■ Data for this task ■
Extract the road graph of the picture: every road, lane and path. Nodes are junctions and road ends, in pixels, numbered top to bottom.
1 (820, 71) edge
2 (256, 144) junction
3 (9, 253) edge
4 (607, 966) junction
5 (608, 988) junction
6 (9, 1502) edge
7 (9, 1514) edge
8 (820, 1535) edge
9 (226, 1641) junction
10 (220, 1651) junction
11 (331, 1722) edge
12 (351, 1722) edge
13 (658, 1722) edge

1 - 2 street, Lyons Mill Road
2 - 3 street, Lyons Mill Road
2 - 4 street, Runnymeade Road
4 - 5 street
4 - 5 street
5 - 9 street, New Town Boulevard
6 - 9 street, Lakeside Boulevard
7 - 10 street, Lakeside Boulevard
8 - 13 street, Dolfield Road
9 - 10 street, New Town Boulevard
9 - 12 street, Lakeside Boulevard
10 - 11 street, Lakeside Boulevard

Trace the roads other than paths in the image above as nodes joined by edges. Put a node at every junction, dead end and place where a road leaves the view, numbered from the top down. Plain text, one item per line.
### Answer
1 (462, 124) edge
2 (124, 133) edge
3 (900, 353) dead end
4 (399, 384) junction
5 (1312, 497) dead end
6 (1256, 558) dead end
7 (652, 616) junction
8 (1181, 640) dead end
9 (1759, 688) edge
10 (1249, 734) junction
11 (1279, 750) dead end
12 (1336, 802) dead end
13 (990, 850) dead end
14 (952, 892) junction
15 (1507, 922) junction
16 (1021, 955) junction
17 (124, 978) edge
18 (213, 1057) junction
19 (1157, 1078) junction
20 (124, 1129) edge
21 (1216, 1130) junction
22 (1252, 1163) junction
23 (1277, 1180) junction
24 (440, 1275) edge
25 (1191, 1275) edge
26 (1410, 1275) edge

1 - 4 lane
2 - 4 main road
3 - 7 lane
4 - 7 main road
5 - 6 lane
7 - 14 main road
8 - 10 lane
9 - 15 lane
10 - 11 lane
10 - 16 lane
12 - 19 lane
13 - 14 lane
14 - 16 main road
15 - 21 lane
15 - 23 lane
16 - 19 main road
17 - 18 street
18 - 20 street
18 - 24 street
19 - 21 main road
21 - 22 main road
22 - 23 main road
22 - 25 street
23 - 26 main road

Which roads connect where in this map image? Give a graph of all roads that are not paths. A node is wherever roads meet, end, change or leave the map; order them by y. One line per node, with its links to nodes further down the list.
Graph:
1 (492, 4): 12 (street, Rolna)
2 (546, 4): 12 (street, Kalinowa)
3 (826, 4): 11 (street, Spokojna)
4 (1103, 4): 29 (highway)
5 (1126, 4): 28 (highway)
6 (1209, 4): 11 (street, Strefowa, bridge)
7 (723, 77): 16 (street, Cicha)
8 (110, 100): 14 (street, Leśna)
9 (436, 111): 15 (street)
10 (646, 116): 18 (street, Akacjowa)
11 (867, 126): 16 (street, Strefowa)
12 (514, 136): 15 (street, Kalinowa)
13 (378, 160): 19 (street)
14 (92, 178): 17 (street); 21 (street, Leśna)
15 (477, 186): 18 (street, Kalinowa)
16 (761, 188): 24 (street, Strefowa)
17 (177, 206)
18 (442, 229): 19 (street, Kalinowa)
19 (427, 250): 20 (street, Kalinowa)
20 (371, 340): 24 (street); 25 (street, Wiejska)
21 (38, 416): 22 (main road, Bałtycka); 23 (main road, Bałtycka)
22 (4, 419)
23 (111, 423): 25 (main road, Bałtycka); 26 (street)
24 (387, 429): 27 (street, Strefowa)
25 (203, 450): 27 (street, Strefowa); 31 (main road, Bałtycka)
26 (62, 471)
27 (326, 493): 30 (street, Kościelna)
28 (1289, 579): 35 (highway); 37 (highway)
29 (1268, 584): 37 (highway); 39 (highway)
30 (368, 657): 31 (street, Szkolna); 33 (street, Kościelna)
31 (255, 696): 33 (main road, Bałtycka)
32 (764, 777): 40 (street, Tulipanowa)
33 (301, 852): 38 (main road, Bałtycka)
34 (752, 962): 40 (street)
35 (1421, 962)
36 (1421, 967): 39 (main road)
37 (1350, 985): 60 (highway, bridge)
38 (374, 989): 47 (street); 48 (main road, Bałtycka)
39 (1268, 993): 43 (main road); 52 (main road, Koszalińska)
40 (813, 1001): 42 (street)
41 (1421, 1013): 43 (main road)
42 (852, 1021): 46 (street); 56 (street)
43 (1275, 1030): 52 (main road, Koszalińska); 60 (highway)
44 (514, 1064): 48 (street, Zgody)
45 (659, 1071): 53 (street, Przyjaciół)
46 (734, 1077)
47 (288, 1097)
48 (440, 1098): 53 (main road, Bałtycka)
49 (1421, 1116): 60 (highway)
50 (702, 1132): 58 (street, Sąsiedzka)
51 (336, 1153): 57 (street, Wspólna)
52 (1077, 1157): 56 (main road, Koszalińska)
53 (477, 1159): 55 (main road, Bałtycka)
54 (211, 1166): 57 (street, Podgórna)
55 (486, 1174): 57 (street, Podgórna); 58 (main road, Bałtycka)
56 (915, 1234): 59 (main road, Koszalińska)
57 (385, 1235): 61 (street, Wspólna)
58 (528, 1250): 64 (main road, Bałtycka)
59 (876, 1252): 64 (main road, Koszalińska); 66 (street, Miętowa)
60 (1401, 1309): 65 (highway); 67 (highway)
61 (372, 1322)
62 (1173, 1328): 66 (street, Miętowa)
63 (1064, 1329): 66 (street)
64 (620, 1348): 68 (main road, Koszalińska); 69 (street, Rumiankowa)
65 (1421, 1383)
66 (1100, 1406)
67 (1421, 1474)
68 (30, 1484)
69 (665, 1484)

■ Exercise description ■
Nothing added, nothing dropped: copy the data above.

■ Solution below ■
Extract the road graph of the picture: every road, lane and path. Nodes are junctions and road ends, in pixels, numbered top to bottom.
1 (820, 71) edge
2 (256, 144) junction
3 (9, 253) edge
4 (607, 966) junction
5 (608, 988) junction
6 (9, 1502) edge
7 (9, 1514) edge
8 (820, 1535) edge
9 (226, 1641) junction
10 (220, 1651) junction
11 (331, 1722) edge
12 (351, 1722) edge
13 (658, 1722) edge

1 - 2 street, Lyons Mill Road
2 - 3 street, Lyons Mill Road
2 - 4 street, Runnymeade Road
4 - 5 street
4 - 5 street
5 - 9 street, New Town Boulevard
6 - 9 street, Lakeside Boulevard
7 - 10 street, Lakeside Boulevard
8 - 13 street, Dolfield Road
9 - 10 street, New Town Boulevard
9 - 12 street, Lakeside Boulevard
10 - 11 street, Lakeside Boulevard

Trace the roads other than paths in the image above as nodes joined by edges. Put a node at every junction, dead end and place where a road leaves the view, numbered from the top down. Plain text, one item per line.
### Answer
1 (462, 124) edge
2 (124, 133) edge
3 (900, 353) dead end
4 (399, 384) junction
5 (1312, 497) dead end
6 (1256, 558) dead end
7 (652, 616) junction
8 (1181, 640) dead end
9 (1759, 688) edge
10 (1249, 734) junction
11 (1279, 750) dead end
12 (1336, 802) dead end
13 (990, 850) dead end
14 (952, 892) junction
15 (1507, 922) junction
16 (1021, 955) junction
17 (124, 978) edge
18 (213, 1057) junction
19 (1157, 1078) junction
20 (124, 1129) edge
21 (1216, 1130) junction
22 (1252, 1163) junction
23 (1277, 1180) junction
24 (440, 1275) edge
25 (1191, 1275) edge
26 (1410, 1275) edge

1 - 4 lane
2 - 4 main road
3 - 7 lane
4 - 7 main road
5 - 6 lane
7 - 14 main road
8 - 10 lane
9 - 15 lane
10 - 11 lane
10 - 16 lane
12 - 19 lane
13 - 14 lane
14 - 16 main road
15 - 21 lane
15 - 23 lane
16 - 19 main road
17 - 18 street
18 - 20 street
18 - 24 street
19 - 21 main road
21 - 22 main road
22 - 23 main road
22 - 25 street
23 - 26 main road

Which roads connect where in this map image? Give a graph of all roads that are not paths. A node is wherever roads meet, end, change or leave the map; order them by y. One line per node, with its links to nodes further down the list.
Graph:
1 (492, 4): 12 (street, Rolna)
2 (546, 4): 12 (street, Kalinowa)
3 (826, 4): 11 (street, Spokojna)
4 (1103, 4): 29 (highway)
5 (1126, 4): 28 (highway)
6 (1209, 4): 11 (street, Strefowa, bridge)
7 (723, 77): 16 (street, Cicha)
8 (110, 100): 14 (street, Leśna)
9 (436, 111): 15 (street)
10 (646, 116): 18 (street, Akacjowa)
11 (867, 126): 16 (street, Strefowa)
12 (514, 136): 15 (street, Kalinowa)
13 (378, 160): 19 (street)
14 (92, 178): 17 (street); 21 (street, Leśna)
15 (477, 186): 18 (street, Kalinowa)
16 (761, 188): 24 (street, Strefowa)
17 (177, 206)
18 (442, 229): 19 (street, Kalinowa)
19 (427, 250): 20 (street, Kalinowa)
20 (371, 340): 24 (street); 25 (street, Wiejska)
21 (38, 416): 22 (main road, Bałtycka); 23 (main road, Bałtycka)
22 (4, 419)
23 (111, 423): 25 (main road, Bałtycka); 26 (street)
24 (387, 429): 27 (street, Strefowa)
25 (203, 450): 27 (street, Strefowa); 31 (main road, Bałtycka)
26 (62, 471)
27 (326, 493): 30 (street, Kościelna)
28 (1289, 579): 35 (highway); 37 (highway)
29 (1268, 584): 37 (highway); 39 (highway)
30 (368, 657): 31 (street, Szkolna); 33 (street, Kościelna)
31 (255, 696): 33 (main road, Bałtycka)
32 (764, 777): 40 (street, Tulipanowa)
33 (301, 852): 38 (main road, Bałtycka)
34 (752, 962): 40 (street)
35 (1421, 962)
36 (1421, 967): 39 (main road)
37 (1350, 985): 60 (highway, bridge)
38 (374, 989): 47 (street); 48 (main road, Bałtycka)
39 (1268, 993): 43 (main road); 52 (main road, Koszalińska)
40 (813, 1001): 42 (street)
41 (1421, 1013): 43 (main road)
42 (852, 1021): 46 (street); 56 (street)
43 (1275, 1030): 52 (main road, Koszalińska); 60 (highway)
44 (514, 1064): 48 (street, Zgody)
45 (659, 1071): 53 (street, Przyjaciół)
46 (734, 1077)
47 (288, 1097)
48 (440, 1098): 53 (main road, Bałtycka)
49 (1421, 1116): 60 (highway)
50 (702, 1132): 58 (street, Sąsiedzka)
51 (336, 1153): 57 (street, Wspólna)
52 (1077, 1157): 56 (main road, Koszalińska)
53 (477, 1159): 55 (main road, Bałtycka)
54 (211, 1166): 57 (street, Podgórna)
55 (486, 1174): 57 (street, Podgórna); 58 (main road, Bałtycka)
56 (915, 1234): 59 (main road, Koszalińska)
57 (385, 1235): 61 (street, Wspólna)
58 (528, 1250): 64 (main road, Bałtycka)
59 (876, 1252): 64 (main road, Koszalińska); 66 (street, Miętowa)
60 (1401, 1309): 65 (highway); 67 (highway)
61 (372, 1322)
62 (1173, 1328): 66 (street, Miętowa)
63 (1064, 1329): 66 (street)
64 (620, 1348): 68 (main road, Koszalińska); 69 (street, Rumiankowa)
65 (1421, 1383)
66 (1100, 1406)
67 (1421, 1474)
68 (30, 1484)
69 (665, 1484)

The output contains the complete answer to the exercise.